A Military Perspective of the Gettysburg Campaign Itinerary

A 2019 BGES Civil War Field University Program

May 30 – June 2, 2019

The National Military Parks have long had educational value for the leadership of the United States Army and United States Marine Corps. Indeed, they were managed and used by the military until they were turned over to the National Park Service generally in the thirties. Logically there was much to correlate with the military operations of the day. Aviation had not fully evolved, and leadership challenges could be gleaned for noncommissioned officers, commissioned officers, and general officers alike. Formal studies were termed “staff rides” because they usually involved the various components of the staff of any commanding officer. And it goes without saying that issues of logistics, maneuver, combat support, and the principals of war could all be extracted from the great engagements of the Civil War.

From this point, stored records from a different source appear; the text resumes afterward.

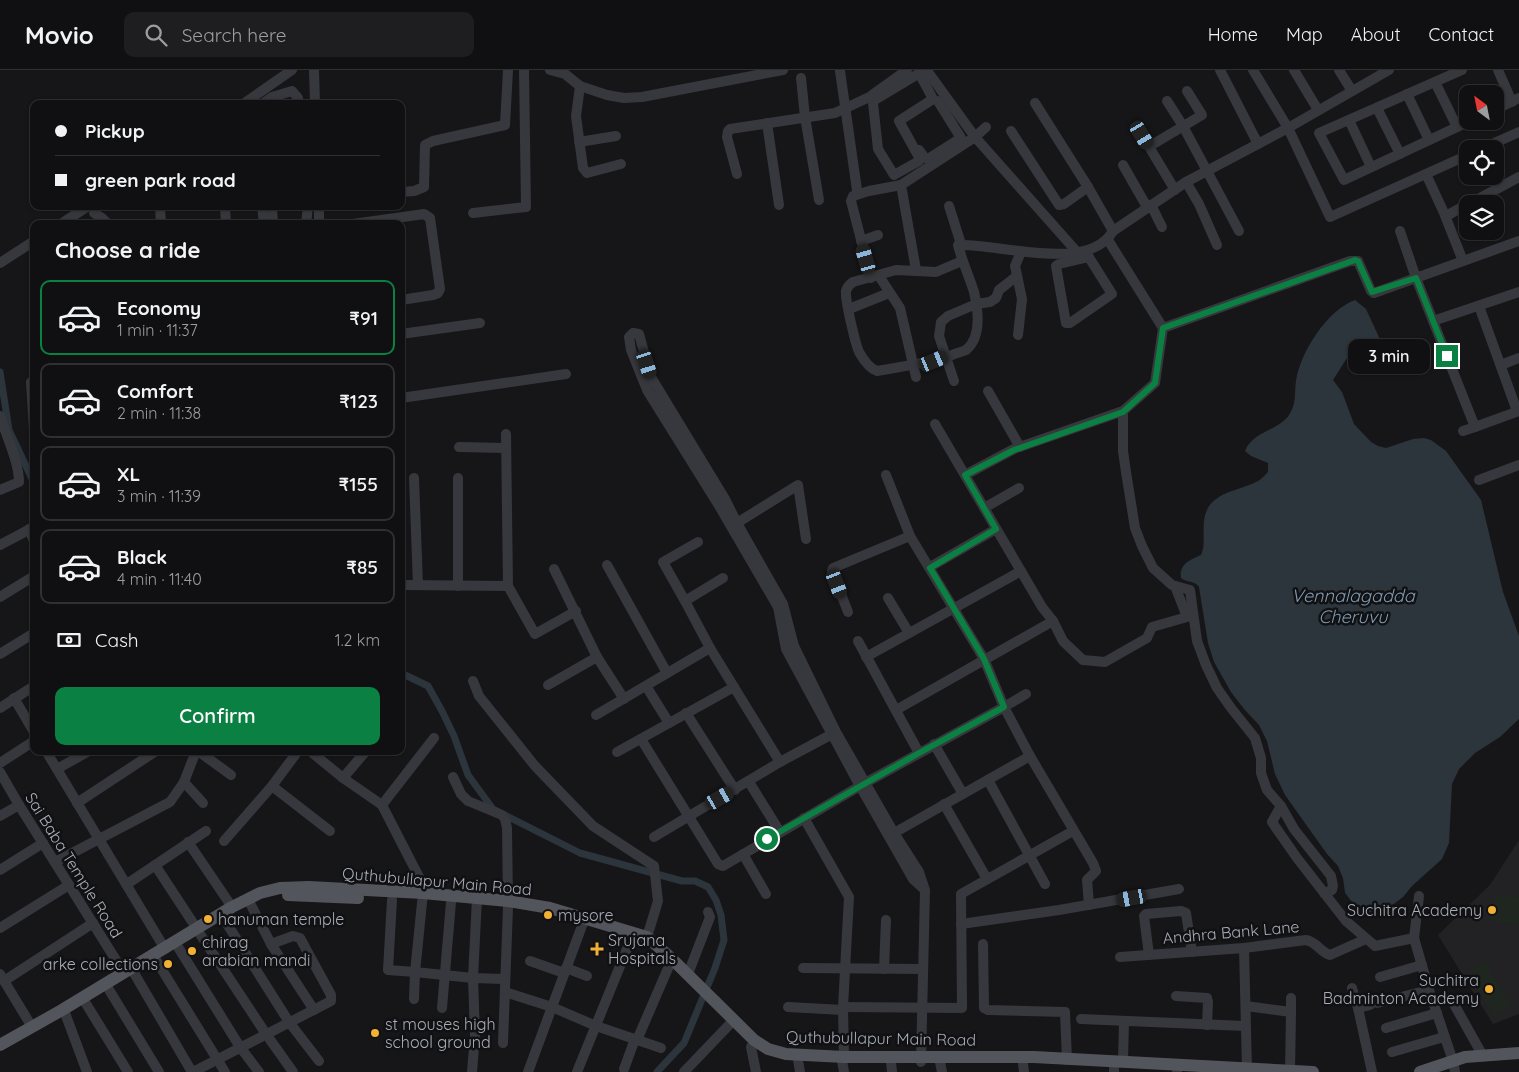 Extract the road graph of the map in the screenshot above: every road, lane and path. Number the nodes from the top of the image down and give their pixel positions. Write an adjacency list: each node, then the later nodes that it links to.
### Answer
1 (292, 70): 26 (street)
2 (314, 70): 29 (street)
3 (508, 70): 69 (street)
4 (524, 70): 78 (street)
5 (550, 70): 16 (street)
6 (783, 70): 20 (street)
7 (907, 70): 24 (street)
8 (1220, 70): 54 (street)
9 (1253, 70): 43 (street)
10 (1294, 70): 36 (street)
11 (1339, 70): 22 (street)
12 (1389, 70): 22 (street)
13 (1462, 70): 19 (street)
14 (1498, 70): 30 (street)
15 (840, 71): 35 (street)
16 (564, 72): 20 (street)
17 (921, 72): 17 (street); 24 (street); 25 (street)
18 (801, 78): 37 (street)
19 (1435, 82): 23 (street); 42 (street)
20 (580, 86): 51 (street)
21 (1187, 91): 40 (street)
22 (1352, 91): 36 (street)
23 (1407, 94): 34 (street); 49 (street)
24 (871, 96): 35 (street)
25 (942, 98): 48 (street); 52 (street); 52 (street)
26 (249, 100)
27 (268, 100): 28 (street)
28 (298, 100)
29 (316, 100)
30 (1516, 100): 33 (street)
31 (1167, 101): 40 (street)
32 (1035, 103): 66 (street)
33 (1504, 106)
34 (1377, 108): 38 (street); 55 (street)
35 (845, 109): 37 (street); 67 (street)
36 (1318, 110): 43 (street)
37 (805, 117): 39 (street); 71 (street)
38 (1349, 120): 59 (street); 59 (street)
39 (767, 123): 61 (street); 72 (street)
40 (1184, 126): 53 (street); 60 (street)
41 (986, 127): 48 (street)
42 (1457, 127): 49 (street)
43 (1288, 128): 54 (street); 62 (street)
44 (1011, 131): 66 (street)
45 (1519, 132): 50 (street)
46 (1142, 135): 68 (street)
47 (616, 136): 51 (street)
48 (975, 137): 52 (street); 93 (street)
49 (1429, 140): 55 (street)
50 (1502, 140)
51 (579, 142): 57 (street)
52 (962, 142): 65 (street)
53 (1155, 143)
54 (1258, 144): 60 (street)
55 (1400, 154): 59 (street)
56 (1459, 159): 62 (street)
57 (621, 164)
58 (1122, 165): 74 (street)
59 (1371, 167)
60 (1207, 171): 64 (street); 83 (street)
61 (737, 174)
62 (1426, 174): 77 (street)
63 (1519, 176): 70 (street)
64 (1186, 182): 68 (street); 91 (street)
65 (902, 185): 87 (street); 97 (street)
66 (1088, 187): 86 (street)
67 (857, 190)
68 (1175, 190): 74 (street)
69 (405, 192)
70 (1484, 195)
71 (818, 200)
72 (779, 206)
73 (949, 206): 90 (street)
74 (1149, 206): 82 (street); 86 (street)
75 (1459, 207): 77 (street)
76 (91, 210): 79 (street); 80 (street)
77 (1443, 212): 95 (street)
78 (473, 213)
79 (70, 220)
80 (104, 220)
81 (381, 220): 103 (street)
82 (1162, 227)
83 (1239, 231)
84 (1400, 231): 100 (street)
85 (878, 235): 87 (street)
86 (1111, 235): 93 (street); 109 (street)
87 (861, 241): 99 (street)
88 (1519, 242): 95 (street)
89 (30, 244): 96 (street)
90 (961, 244): 92 (street); 94 (street)
91 (1217, 245)
92 (1021, 252): 93 (street); 98 (street)
93 (1083, 254): 93 (street)
94 (962, 261): 97 (street); 104 (street)
95 (1463, 261): 100 (street)
96 (0, 263)
97 (916, 270): 99 (street)
98 (1017, 276): 104 (street); 111 (street)
99 (875, 277): 102 (street); 106 (street)
100 (1416, 278): 107 (street); 109 (street)
101 (1519, 292): 105 (street)
102 (889, 293): 106 (street); 114 (street)
103 (405, 299)
104 (976, 304): 112 (street); 112 (street)
105 (1479, 306): 107 (street); 115 (street)
106 (849, 309): 114 (street)
107 (1433, 321): 125 (street)
108 (480, 323): 110 (street)
109 (1163, 328): 122 (street)
110 (405, 333)
111 (1018, 336)
112 (946, 357): 114 (street); 118 (street)
113 (1519, 358): 115 (street)
114 (914, 365): 117 (street)
115 (1500, 365): 121 (street)
116 (566, 374): 120 (street)
117 (916, 377)
118 (954, 381)
119 (988, 391): 130 (street)
120 (405, 397)
121 (1518, 411): 125 (street)
122 (1123, 412): 130 (street); 157 (street)
123 (0, 416): 138 (street)
124 (935, 424): 133 (street)
125 (1474, 427): 126 (street)
126 (1463, 431)
127 (506, 434): 129 (street)
128 (459, 447): 129 (street)
129 (506, 448): 156 (street)
130 (1020, 448): 133 (street)
131 (1519, 465): 136 (street)
132 (886, 474): 143 (street)
133 (965, 475): 139 (street)
134 (414, 478): 154 (street)
135 (458, 478): 155 (street)
136 (1479, 480)
137 (1019, 488): 139 (street)
138 (0, 490)
139 (984, 508): 142 (street)
140 (737, 524): 144 (street); 168 (street); 168 (street)
141 (30, 529): 146 (street)
142 (996, 529): 149 (street); 150 (street)
143 (910, 536): 149 (street); 163 (street)
144 (806, 539)
145 (698, 542): 160 (street)
146 (0, 546)
147 (606, 565): 174 (street)
148 (554, 568): 162 (street)
149 (930, 568): 161 (street)
150 (1021, 571): 161 (street); 164 (street)
151 (30, 578): 158 (street)
152 (723, 578): 160 (street)
153 (405, 585): 154 (street)
154 (418, 585): 155 (street)
155 (458, 586): 156 (street)
156 (508, 586): 162 (street)
157 (1175, 586): 164 (street); 225 (street)
158 (0, 597)
159 (888, 598): 165 (street)
160 (685, 601): 169 (street)
161 (954, 608): 165 (street); 173 (street)
162 (576, 611): 171 (street)
163 (848, 612)
164 (1053, 621): 173 (street)
165 (909, 633): 172 (street)
166 (30, 635): 170 (street)
167 (858, 642): 172 (street)
168 (789, 645): 190 (street)
169 (710, 648): 174 (street); 178 (street)
170 (0, 654)
171 (597, 657): 176 (street); 182 (street)
172 (866, 657): 185 (street)
173 (984, 659): 183 (street); 185 (street)
174 (667, 673): 177 (street)
175 (472, 681): 269 (street)
176 (548, 685)
177 (646, 686): 182 (street); 188 (street)
178 (734, 687): 186 (street); 206 (street)
179 (30, 688): 181 (street)
180 (1026, 694): 183 (street)
181 (14, 698): 184 (street); 189 (street)
182 (624, 699): 187 (street)
183 (1004, 707): 194 (street); 205 (street)
184 (0, 708)
185 (896, 710): 196 (street)
186 (686, 713): 188 (street); 218 (street)
187 (596, 715)
188 (669, 723): 192 (street)
189 (30, 725)
190 (834, 733): 206 (street); 216 (street)
191 (434, 738): 224 (street)
192 (641, 739): 195 (street); 227 (street)
193 (30, 744): 207 (street)
194 (934, 744): 196 (street); 219 (street)
195 (617, 752)
196 (919, 753): 216 (street)
197 (48, 755): 208 (street)
198 (82, 755): 208 (street)
199 (150, 755): 220 (street)
200 (195, 755): 214 (street)
201 (202, 755): 210 (street)
202 (295, 755): 217 (street)
203 (315, 755): 212 (street)
204 (363, 755): 212 (street)
205 (1030, 756): 213 (street); 229 (street)
206 (780, 762): 215 (street)
207 (0, 763)
208 (56, 769): 220 (street)
209 (0, 772): 223 (street, Sai Baba Temple Road)
210 (230, 775)
211 (452, 777): 258 (street)
212 (343, 778): 224 (street)
213 (988, 780): 219 (street); 240 (street)
214 (184, 782): 221 (street); 234 (street)
215 (749, 782): 218 (street); 232 (street)
216 (862, 784): 228 (street); 233 (street); 249 (street)
217 (272, 786): 231 (street); 236 (street)
218 (735, 790): 227 (street)
219 (962, 794): 222 (street)
220 (77, 803): 234 (street)
221 (203, 803)
222 (944, 804): 233 (street); 244 (street)
223 (19, 805): 226 (street); 238 (street, Sai Baba Temple Road)
224 (382, 806): 253 (street)
225 (1281, 806): 250 (street); 250 (street)
226 (0, 816)
227 (689, 816): 235 (street); 239 (street)
228 (804, 818): 232 (street); 286 (street)
229 (1073, 830): 240 (street); 259 (street)
230 (206, 831): 237 (street)
231 (330, 831)
232 (780, 832): 239 (street)
233 (894, 833): 249 (street)
234 (99, 838): 241 (street); 245 (street)
235 (654, 838)
236 (224, 841)
237 (188, 842): 242 (street); 260 (street)
238 (43, 843): 241 (street, Sai Baba Temple Road); 243 (street)
239 (742, 854): 251 (street)
240 (1030, 855): 244 (street); 246 (street)
241 (55, 862): 247 (street, Sai Baba Temple Road)
242 (155, 865): 245 (street); 268 (street)
243 (0, 870)
244 (987, 879): 266 (street)
245 (127, 884): 277 (street)
246 (1045, 884)
247 (69, 885): 264 (street, Sai Baba Temple Road); 267 (street)
248 (1179, 889): 259 (street)
249 (925, 890): 288 (street)
250 (1324, 893): 270 (street)
251 (766, 894)
252 (1419, 896): 271 (street)
253 (423, 897): 254 (main road, Quthubullapur Main Road); 255 (main road, Quthubullapur Main Road); 256 (main road, Quthubullapur Main Road); 260 (main road, Quthubullapur Main Road); 290 (street)
254 (392, 900): 257 (main road, Quthubullapur Main Road); 290 (street)
255 (477, 901): 256 (main road, Quthubullapur Main Road); 258 (main road, Quthubullapur Main Road); 295 (street)
256 (451, 902): 292 (street)
257 (252, 904): 262 (main road, Quthubullapur Main Road); 273 (street)
258 (508, 904): 265 (main road, Quthubullapur Main Road); 269 (main road, Quthubullapur Main Road); 298 (street)
259 (1089, 905): 266 (street)
260 (232, 907): 268 (main road, Quthubullapur Main Road)
261 (708, 912): 296 (street)
262 (224, 919): 268 (main road, Quthubullapur Main Road); 321 (street)
263 (886, 920): 287 (street)
264 (93, 923): 291 (street, Sai Baba Temple Road); 294 (street)
265 (584, 923): 272 (main road, Quthubullapur Main Road); 289 (street)
266 (961, 924): 313 (street)
267 (0, 928)
268 (198, 931): 275 (main road, Quthubullapur Main Road); 277 (main road, Quthubullapur Main Road); 328 (street)
269 (647, 937): 296 (main road, Quthubullapur Main Road)
270 (1366, 938): 271 (street); 276 (street, Andhra Bank Lane)
271 (1414, 938): 283 (street)
272 (631, 939): 284 (main road, Quthubullapur Main Road); 324 (street)
273 (271, 944): 315 (street); 315 (street)
274 (983, 944): 343 (street)
275 (178, 947): 281 (main road, Quthubullapur Main Road); 333 (street)
276 (1244, 948): 278 (street, Andhra Bank Lane); 307 (street)
277 (165, 949): 291 (main road, Quthubullapur Main Road)
278 (1192, 952): 279 (street, Andhra Bank Lane); 279 (street)
279 (1149, 955): 280 (street, Andhra Bank Lane)
280 (1120, 957)
281 (156, 960): 291 (main road, Quthubullapur Main Road); 342 (street)
282 (530, 961): 289 (street)
283 (1422, 965): 297 (street); 301 (street)
284 (669, 966): 296 (main road, Quthubullapur Main Road); 330 (street)
285 (802, 968): 286 (street)
286 (845, 969): 287 (street); 312 (street)
287 (884, 969): 288 (street)
288 (922, 969): 313 (street)
289 (565, 971): 293 (street); 309 (street)
290 (415, 972): 292 (street); 305 (street)
291 (125, 975): 299 (main road, Quthubullapur Main Road); 326 (main road, Quthubullapur Main Road); 359 (street, Sai Baba Temple Road)
292 (446, 976): 295 (street); 311 (street)
293 (587, 976)
294 (2, 977): 326 (street)
295 (473, 978): 298 (street); 363 (street)
296 (688, 978): 319 (main road, Quthubullapur Main Road)
297 (1380, 978)
298 (504, 979): 302 (street)
299 (108, 988): 306 (main road, Quthubullapur Main Road); 358 (street)
300 (1352, 988): 314 (street)
301 (1429, 990): 314 (street); 318 (street)
302 (505, 992): 309 (street); 331 (street)
303 (1176, 996): 323 (street)
304 (1291, 998): 316 (street)
305 (414, 999)
306 (86, 1002): 317 (main road, Quthubullapur Main Road); 357 (street)
307 (1246, 1006): 316 (street); 325 (street)
308 (1455, 1006): 339 (street)
309 (552, 1007): 324 (street); 364 (street)
310 (788, 1007): 312 (street)
311 (442, 1008)
312 (843, 1008): 313 (street); 345 (street)
313 (922, 1008): 340 (street)
314 (1358, 1008): 371 (street)
315 (314, 1010): 321 (street)
316 (1291, 1012): 355 (street)
317 (65, 1013): 336 (main road, Quthubullapur Main Road); 356 (street)
318 (1437, 1013): 327 (street); 329 (street)
319 (721, 1014): 334 (main road, Quthubullapur Main Road); 345 (main road, Quthubullapur Main Road); 366 (street)
320 (1081, 1019): 322 (street)
321 (289, 1022): 328 (street); 344 (street)
322 (1124, 1022): 323 (street); 349 (street)
323 (1207, 1025): 325 (street)
324 (596, 1026): 330 (street); 365 (street)
325 (1245, 1026): 353 (street)
326 (32, 1027): 332 (main road, Quthubullapur Main Road)
327 (1386, 1028)
328 (266, 1034): 333 (street); 362 (street)
329 (1444, 1037): 337 (street); 350 (street)
330 (636, 1040): 335 (street); 352 (street)
331 (502, 1043)
332 (0, 1045)
333 (240, 1047): 342 (street); 361 (street)
334 (751, 1047): 346 (main road, Quthubullapur Main Road); 367 (street)
335 (660, 1048)
336 (0, 1052)
337 (1392, 1052)
338 (1519, 1053): 339 (main road)
339 (1484, 1056): 350 (main road)
340 (922, 1059): 343 (main road, Quthubullapur Main Road); 345 (main road, Quthubullapur Main Road); 347 (main road, Quthubullapur Main Road); 348 (main road, Quthubullapur Main Road)
341 (1519, 1059): 350 (main road)
342 (216, 1060): 359 (street); 360 (street)
343 (1067, 1060): 349 (main road, Quthubullapur Main Road)
344 (319, 1061)
345 (843, 1063): 346 (main road, Quthubullapur Main Road); 347 (main road, Quthubullapur Main Road)
346 (799, 1066)
347 (892, 1067)
348 (941, 1067): 351 (main road, Quthubullapur Main Road)
349 (1117, 1067): 351 (main road, Quthubullapur Main Road); 353 (main road, Quthubullapur Main Road); 354 (main road, Quthubullapur Main Road)
350 (1454, 1067): 372 (main road)
351 (1024, 1068)
352 (624, 1069)
353 (1247, 1069): 355 (main road, Quthubullapur Main Road)
354 (1148, 1070): 368 (main road, Quthubullapur Main Road)
355 (1290, 1071): 370 (main road, Quthubullapur Main Road)
356 (87, 1072)
357 (128, 1072)
358 (159, 1072)
359 (192, 1072)
360 (225, 1072)
361 (259, 1072)
362 (293, 1072)
363 (472, 1072)
364 (528, 1072)
365 (577, 1072)
366 (684, 1072)
367 (756, 1072)
368 (1177, 1072): 369 (main road, Quthubullapur Main Road)
369 (1206, 1072)
370 (1313, 1072)
371 (1372, 1072)
372 (1420, 1072)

The military codifies its professional training in its professional military education schools, and U.S. Army Command and General Staff, U.S. Army War College, National Defense University, and The Industrial College of the Armed Forces all incorporated “staff rides” in their curricula. The most senior courses now involve Lieutenant General, Full General, and senior Civilian leadership at the newly renamed National Defense University at Fort Lesley McNair in Washington, D.C. They study the Gettysburg Campaign, and Dr. Paul Severance is their instructor. Now he has taken his core curriculum and tailored it for you and this program.

Itinerary

Thursday, May 30, 2019

5:45 PM: Check-in at headquarters hotel in Frederick for meet, greet, and to pick up your reading books. Our program begins Thursday evening with our pre-briefings. In military preparation, this is the academic background information that precedes the analysis of the Gettysburg campaign. It will be presented in two parts. Part 1 is titled “The National Strategic Situation on the Eve of the Pennsylvania Campaign.” After a short break, the second lecture will be “The Unfolding Campaign June 3 through June 30.” We recommend you have dinner prior to the foundational lectures. Dinner is on your own.

Friday, May 31, 2019

7:30 AM. We will depart the hotel en route to the Gettysburg NMP Visitor’s Center. Please keep in mind this is how the National Defense University sets the table for their students. We will visit the Visitor’s Center and museum, concluding with the movie and the Cyclorama. From there, it is off to the National Cemetery and Evergreen Cemetery to discuss the dedication and to remind ourselves of the consequences of national strategic decisions. It is a sobering start to a very dynamic program. After lunch, we will take in the opening of the attack at McPherson Ridge and will progress during the afternoon to Oak Ridge, Barlow’s Knoll, and East Cemetery Hill. Each stop will be nearly an hour in length.

Please note that approximately a month before the event, you will be asked if you are willing to be adjunct instructors for information that will be provided to you. Good teaching principles show that more is learned from direct participation that just listening. You will be given the correct information and asked to share it with people at the appropriate times during the program. If you do not wish to present any information for any reason, just advise and we will ask someone else. This is not role playing. Rather, it is class participation, and U.S. general officers/senior government officials in the class must participate. Leadership often involves followership!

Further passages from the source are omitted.